# Problem to work on
In the records below, find every line that contains "nodes" and list it.

# The input

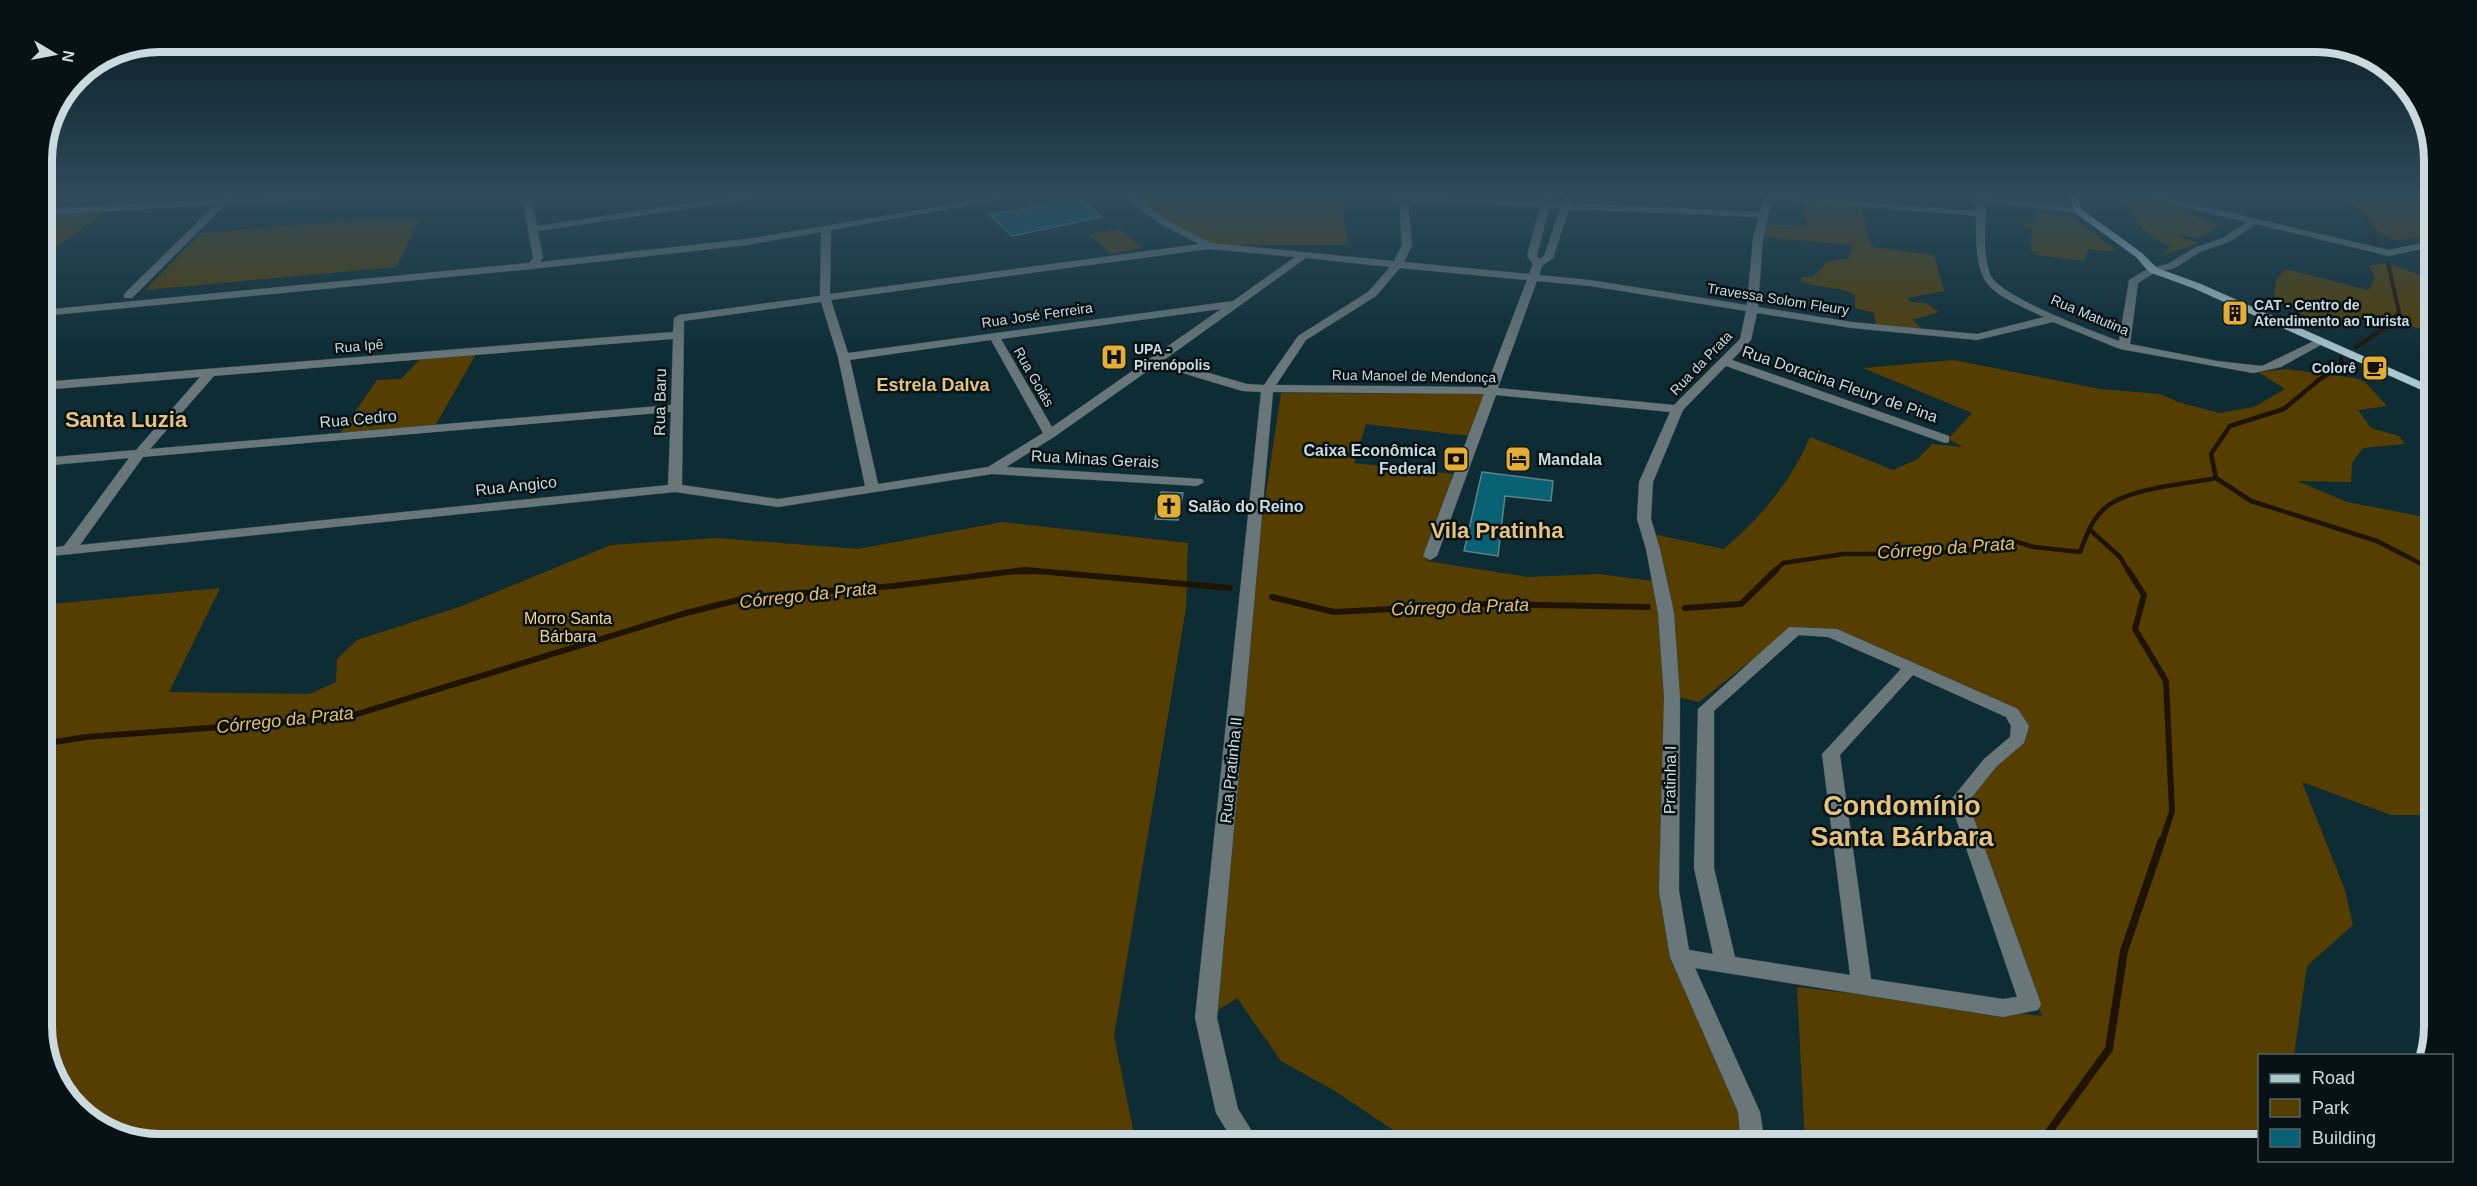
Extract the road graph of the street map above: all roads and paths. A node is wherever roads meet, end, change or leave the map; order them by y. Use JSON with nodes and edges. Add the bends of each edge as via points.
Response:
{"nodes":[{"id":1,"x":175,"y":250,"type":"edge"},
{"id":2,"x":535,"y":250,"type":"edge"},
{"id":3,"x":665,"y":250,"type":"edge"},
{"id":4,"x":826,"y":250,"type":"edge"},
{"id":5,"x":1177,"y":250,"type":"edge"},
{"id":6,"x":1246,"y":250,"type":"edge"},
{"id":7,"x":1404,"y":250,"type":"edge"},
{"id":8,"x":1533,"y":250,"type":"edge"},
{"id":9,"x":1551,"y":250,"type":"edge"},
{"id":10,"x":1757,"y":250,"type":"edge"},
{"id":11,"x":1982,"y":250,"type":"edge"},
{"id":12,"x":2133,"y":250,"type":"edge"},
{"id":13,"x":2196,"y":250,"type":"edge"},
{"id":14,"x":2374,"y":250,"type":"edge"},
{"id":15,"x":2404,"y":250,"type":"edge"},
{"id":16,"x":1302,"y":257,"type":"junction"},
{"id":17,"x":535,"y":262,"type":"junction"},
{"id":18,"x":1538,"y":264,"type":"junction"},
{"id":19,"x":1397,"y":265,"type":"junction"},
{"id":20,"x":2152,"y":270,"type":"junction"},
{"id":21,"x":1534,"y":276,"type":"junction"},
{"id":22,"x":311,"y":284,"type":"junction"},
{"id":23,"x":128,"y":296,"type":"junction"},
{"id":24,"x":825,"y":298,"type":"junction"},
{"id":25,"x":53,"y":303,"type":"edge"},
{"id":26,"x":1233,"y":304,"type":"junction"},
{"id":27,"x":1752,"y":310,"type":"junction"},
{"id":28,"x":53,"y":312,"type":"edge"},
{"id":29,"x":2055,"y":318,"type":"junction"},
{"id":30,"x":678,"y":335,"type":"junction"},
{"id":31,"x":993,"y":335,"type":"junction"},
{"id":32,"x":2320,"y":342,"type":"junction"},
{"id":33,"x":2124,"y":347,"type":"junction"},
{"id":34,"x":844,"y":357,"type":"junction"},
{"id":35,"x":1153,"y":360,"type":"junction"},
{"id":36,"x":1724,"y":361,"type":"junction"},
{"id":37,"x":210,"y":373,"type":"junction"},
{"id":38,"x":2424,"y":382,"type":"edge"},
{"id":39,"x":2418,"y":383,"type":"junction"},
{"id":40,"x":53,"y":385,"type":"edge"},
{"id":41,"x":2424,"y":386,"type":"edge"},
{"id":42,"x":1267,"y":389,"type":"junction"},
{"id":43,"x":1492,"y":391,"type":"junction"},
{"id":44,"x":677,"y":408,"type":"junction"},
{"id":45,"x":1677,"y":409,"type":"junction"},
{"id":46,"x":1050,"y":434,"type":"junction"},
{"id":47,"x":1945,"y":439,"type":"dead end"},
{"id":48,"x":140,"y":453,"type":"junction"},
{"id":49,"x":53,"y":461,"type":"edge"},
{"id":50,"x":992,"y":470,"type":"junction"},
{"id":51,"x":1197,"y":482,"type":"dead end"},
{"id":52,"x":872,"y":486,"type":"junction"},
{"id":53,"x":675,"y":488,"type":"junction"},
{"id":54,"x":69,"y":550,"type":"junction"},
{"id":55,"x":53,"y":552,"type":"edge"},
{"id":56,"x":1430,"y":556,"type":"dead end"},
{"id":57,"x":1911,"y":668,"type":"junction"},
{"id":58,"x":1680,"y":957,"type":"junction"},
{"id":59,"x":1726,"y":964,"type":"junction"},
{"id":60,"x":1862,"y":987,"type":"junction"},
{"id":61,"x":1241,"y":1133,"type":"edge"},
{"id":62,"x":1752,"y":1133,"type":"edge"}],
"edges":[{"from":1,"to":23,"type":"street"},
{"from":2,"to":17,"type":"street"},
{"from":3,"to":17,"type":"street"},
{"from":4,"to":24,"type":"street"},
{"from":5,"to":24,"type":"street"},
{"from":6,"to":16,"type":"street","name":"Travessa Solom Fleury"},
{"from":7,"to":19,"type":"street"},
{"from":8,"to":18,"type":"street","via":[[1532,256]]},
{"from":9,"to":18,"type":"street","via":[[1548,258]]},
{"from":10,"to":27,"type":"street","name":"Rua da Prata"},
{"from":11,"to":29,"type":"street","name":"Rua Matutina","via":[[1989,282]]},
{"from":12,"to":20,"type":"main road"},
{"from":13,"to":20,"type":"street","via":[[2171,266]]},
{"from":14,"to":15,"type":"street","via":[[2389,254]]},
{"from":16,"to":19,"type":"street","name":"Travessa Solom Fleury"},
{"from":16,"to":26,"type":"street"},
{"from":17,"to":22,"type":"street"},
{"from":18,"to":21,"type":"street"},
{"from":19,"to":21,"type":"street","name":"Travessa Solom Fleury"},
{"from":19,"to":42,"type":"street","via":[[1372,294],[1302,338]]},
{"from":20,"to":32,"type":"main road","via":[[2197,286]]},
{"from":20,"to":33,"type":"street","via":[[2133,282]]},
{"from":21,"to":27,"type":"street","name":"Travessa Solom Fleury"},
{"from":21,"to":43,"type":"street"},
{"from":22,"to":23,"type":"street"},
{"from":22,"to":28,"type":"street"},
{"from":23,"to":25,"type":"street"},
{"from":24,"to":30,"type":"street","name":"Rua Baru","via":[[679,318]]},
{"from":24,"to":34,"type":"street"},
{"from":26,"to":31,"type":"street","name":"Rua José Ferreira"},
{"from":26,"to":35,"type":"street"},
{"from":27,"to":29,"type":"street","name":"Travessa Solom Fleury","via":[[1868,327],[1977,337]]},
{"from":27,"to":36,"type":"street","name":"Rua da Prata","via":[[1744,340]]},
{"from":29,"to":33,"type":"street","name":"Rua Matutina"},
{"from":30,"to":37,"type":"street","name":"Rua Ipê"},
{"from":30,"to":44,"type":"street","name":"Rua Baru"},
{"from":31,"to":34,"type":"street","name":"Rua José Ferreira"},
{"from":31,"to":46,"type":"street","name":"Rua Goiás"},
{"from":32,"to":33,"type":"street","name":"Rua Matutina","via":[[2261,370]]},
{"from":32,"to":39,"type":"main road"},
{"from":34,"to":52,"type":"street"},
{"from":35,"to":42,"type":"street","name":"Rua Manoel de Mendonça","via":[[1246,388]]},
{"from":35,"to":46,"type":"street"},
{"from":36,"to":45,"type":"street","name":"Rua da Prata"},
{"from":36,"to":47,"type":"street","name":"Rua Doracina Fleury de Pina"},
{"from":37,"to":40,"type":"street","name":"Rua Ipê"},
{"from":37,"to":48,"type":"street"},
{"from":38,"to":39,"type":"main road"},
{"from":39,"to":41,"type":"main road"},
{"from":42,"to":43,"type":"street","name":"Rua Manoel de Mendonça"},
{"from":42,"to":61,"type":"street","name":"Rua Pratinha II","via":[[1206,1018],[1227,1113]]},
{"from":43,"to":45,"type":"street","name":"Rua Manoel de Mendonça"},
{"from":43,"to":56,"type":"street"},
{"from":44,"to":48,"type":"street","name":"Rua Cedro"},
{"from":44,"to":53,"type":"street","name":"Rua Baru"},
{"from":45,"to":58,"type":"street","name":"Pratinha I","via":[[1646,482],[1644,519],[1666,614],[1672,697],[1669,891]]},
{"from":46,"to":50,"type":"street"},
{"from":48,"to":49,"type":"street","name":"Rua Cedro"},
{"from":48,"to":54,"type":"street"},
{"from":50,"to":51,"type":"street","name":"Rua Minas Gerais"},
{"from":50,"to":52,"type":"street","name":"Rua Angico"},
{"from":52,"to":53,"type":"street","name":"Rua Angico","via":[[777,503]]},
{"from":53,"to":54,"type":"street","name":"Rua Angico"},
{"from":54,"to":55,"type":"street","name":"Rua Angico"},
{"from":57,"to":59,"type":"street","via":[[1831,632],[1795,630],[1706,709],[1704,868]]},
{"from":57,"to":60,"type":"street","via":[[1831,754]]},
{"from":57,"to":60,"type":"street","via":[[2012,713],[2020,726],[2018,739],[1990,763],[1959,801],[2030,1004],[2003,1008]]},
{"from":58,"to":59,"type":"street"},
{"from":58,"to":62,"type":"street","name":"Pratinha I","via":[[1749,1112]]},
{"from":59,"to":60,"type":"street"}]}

# Exercise answer
Extract the road graph of the street map above: all roads and paths. A node is wherever roads meet, end, change or leave the map; order them by y. Use JSON with nodes and edges. Add the bends of each edge as via points.
{"nodes":[{"id":1,"x":175,"y":250,"type":"edge"},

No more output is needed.